Updating the release

Finally, we update our release pipeline. We are going to use theARM Output marketplace item. In our environment ARM template, we add two new outputs, to extract the principal id’s for our website and web service to pipeline variables. This is really important – we initially tried to use PowerShell to get these principal id’s, but it requires a lot of extra crazy configuration of permissions in Azure Active Directory and your organizations global Azure administrator – you don’t want to get this involved – the output solution is better.

After adding the new “ARM Outputs” task, we then add a Azure Powershell script task, both right after the “Azure Resource Group Deployment” task to deploy the ARM template.

To configure the ARM Outputs task, we only need to select a subscription and add in our resource group variable.

In the PowerShell task, we need to set the Task version to “4.*” – this allows us to use the newer “Az” PowerShell commands. We also select our subscription, the “Inline script” option, and paste in the following PowerShell text to set the access policy of our shared key vault using the service principal id we retrieved from the ARM outputs task. Note the usage of the options to “PassThru” and “BypassObjectIdValidation”, without these the PowerShell task will throw an error.

$WebsitePrincipal = Get-AzADServicePrincipal -DisplayName "$(WebsiteName)"

Set-AzKeyVaultAccessPolicy -VaultName "$(KeyVaultName)" -ObjectId $(WebsitePrincipal.Id) -PermissionsToSecrets list,get -PassThru -BypassObjectIdValidation

Below you can see what the final task looks like with both the service and website PowerShell.

We start a new deployment, and after it completes, we verify that the access policies have been dynamically setup correctly in the shared key vault. As you can see in the screenshot below, this worked – which is brilliant! Now when we deploy to a new environment, our key vault will be automatically setup for us.

Next, we are going to remove the database backup and restoration pieces from our release, creating a new release, naming it “Database refresh”. This will start with running a backup from production, and then restoring the backup to Dev, QA and our new QA2.

We will setup a schedule for this release – running it nightly, but only when there has been a source code or release pipeline change in the last 24 hours. You can see the options that enable this below. In certain situations, we might consider to run this more or less often. If you implement a similar model, make sure you really think about that Dev restoration – you don’t want to overwrite developers work!

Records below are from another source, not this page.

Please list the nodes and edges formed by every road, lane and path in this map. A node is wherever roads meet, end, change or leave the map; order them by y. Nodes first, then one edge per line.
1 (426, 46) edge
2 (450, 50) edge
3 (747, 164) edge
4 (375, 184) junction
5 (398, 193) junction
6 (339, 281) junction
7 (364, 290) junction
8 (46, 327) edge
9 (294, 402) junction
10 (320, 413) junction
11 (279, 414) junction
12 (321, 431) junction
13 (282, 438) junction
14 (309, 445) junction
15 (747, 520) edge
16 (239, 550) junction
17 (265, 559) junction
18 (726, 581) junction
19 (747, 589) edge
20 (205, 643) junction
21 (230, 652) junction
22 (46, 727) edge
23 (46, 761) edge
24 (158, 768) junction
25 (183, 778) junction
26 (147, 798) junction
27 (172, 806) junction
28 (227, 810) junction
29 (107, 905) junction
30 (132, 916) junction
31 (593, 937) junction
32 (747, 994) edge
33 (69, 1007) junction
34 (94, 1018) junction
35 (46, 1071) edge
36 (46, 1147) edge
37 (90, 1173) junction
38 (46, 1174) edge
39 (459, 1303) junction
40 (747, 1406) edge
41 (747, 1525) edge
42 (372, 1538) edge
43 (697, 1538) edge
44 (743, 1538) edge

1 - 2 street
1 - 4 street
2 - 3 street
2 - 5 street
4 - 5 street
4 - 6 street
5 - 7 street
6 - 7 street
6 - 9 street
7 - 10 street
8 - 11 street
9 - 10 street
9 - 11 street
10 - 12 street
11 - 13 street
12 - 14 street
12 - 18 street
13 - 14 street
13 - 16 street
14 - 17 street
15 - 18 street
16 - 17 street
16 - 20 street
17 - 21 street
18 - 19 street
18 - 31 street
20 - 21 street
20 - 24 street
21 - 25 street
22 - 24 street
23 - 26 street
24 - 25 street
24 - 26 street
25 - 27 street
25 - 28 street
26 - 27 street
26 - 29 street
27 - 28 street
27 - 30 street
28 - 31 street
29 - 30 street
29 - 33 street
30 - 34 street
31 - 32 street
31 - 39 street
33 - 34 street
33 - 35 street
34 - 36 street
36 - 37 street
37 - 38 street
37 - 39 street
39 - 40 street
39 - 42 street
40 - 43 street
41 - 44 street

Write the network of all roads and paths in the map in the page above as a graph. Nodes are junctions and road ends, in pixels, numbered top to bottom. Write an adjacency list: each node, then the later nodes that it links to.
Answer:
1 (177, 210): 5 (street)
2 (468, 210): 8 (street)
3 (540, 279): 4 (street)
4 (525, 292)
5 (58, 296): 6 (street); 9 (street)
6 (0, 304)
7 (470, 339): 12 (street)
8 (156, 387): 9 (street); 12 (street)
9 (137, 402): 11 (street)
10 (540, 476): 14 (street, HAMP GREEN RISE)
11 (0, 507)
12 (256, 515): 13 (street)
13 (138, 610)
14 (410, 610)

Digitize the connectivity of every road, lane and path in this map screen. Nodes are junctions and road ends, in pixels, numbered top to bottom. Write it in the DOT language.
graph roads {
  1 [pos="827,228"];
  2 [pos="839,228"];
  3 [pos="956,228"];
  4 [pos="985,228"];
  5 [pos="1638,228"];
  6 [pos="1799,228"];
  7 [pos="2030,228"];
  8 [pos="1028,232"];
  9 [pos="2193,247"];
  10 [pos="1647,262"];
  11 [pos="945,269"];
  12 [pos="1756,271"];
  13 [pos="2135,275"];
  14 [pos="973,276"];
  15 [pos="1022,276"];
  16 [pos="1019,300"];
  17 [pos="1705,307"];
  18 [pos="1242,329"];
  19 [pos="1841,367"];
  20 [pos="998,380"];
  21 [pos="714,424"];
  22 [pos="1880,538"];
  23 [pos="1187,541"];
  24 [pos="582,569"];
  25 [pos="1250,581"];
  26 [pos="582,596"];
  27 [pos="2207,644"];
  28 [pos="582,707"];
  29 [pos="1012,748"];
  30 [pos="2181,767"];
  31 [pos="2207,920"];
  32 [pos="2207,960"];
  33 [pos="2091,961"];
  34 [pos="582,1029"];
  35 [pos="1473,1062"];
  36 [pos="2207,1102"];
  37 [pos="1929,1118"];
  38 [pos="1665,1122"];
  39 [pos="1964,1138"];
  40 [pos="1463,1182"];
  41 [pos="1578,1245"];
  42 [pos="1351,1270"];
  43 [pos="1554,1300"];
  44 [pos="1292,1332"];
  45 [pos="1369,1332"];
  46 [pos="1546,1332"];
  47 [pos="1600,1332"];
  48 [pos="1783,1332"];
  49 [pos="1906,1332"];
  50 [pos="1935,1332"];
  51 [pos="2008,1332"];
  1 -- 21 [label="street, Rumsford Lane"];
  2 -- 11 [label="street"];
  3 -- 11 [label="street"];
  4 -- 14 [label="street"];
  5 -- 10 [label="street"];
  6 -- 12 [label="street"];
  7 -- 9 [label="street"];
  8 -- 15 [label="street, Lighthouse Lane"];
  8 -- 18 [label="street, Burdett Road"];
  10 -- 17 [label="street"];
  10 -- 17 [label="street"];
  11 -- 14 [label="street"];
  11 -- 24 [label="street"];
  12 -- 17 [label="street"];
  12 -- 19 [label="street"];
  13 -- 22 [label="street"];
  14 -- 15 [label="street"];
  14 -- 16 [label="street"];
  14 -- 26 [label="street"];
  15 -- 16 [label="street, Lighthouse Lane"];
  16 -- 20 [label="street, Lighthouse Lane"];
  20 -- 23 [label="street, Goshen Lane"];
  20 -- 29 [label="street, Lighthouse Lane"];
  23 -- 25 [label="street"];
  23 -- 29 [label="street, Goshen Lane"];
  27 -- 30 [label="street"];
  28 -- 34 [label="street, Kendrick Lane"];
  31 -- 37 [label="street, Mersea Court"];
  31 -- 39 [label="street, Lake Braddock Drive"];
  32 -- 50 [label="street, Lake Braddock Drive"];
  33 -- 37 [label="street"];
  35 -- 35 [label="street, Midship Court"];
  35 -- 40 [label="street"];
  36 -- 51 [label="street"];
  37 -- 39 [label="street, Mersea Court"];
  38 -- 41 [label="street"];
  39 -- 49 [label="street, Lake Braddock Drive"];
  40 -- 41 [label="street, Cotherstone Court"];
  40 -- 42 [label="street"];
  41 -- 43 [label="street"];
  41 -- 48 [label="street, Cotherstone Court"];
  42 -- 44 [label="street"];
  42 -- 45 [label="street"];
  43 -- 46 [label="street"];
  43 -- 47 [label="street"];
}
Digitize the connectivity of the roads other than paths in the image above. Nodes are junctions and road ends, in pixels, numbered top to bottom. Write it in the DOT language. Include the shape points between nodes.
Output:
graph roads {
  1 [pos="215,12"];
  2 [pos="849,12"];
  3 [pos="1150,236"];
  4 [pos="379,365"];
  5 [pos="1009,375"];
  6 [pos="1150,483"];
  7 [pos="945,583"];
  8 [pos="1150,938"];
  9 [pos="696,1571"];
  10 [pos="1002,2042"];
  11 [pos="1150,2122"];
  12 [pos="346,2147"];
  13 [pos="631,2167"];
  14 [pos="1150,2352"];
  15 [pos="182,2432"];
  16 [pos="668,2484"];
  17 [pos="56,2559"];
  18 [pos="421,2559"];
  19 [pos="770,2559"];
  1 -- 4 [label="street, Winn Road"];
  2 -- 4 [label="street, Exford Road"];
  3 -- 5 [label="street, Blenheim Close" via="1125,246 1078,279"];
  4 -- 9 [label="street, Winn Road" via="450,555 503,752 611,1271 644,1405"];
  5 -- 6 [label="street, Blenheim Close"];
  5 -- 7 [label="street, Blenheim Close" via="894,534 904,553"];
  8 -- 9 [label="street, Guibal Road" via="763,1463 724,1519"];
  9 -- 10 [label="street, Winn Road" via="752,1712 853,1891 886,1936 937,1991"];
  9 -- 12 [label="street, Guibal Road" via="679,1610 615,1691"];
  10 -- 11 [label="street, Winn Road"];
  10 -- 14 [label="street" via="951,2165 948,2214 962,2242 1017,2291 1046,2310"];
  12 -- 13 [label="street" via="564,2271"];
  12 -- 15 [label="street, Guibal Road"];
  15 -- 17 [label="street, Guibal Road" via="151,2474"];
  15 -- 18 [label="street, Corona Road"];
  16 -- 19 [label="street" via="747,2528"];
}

Today, we solved a difficult deployment situation. When deploying to a new environment, we have three steps:

  1. Add variables to our shared key vault for the new environment
  2. Clone an existing environment, rename it and edit the pipeline variables as needed
  3. Deploy the new release with new environment

We tested this with a new QA environment in “Australia East”, we are calling “QA2”, and were able to load it quickly. There is still some work to do to automate more of the ARM outputs to populate more of the key vault. Shortly YAML pipelines will be launched, and we will revisit this again, but we are much better positioned for this now.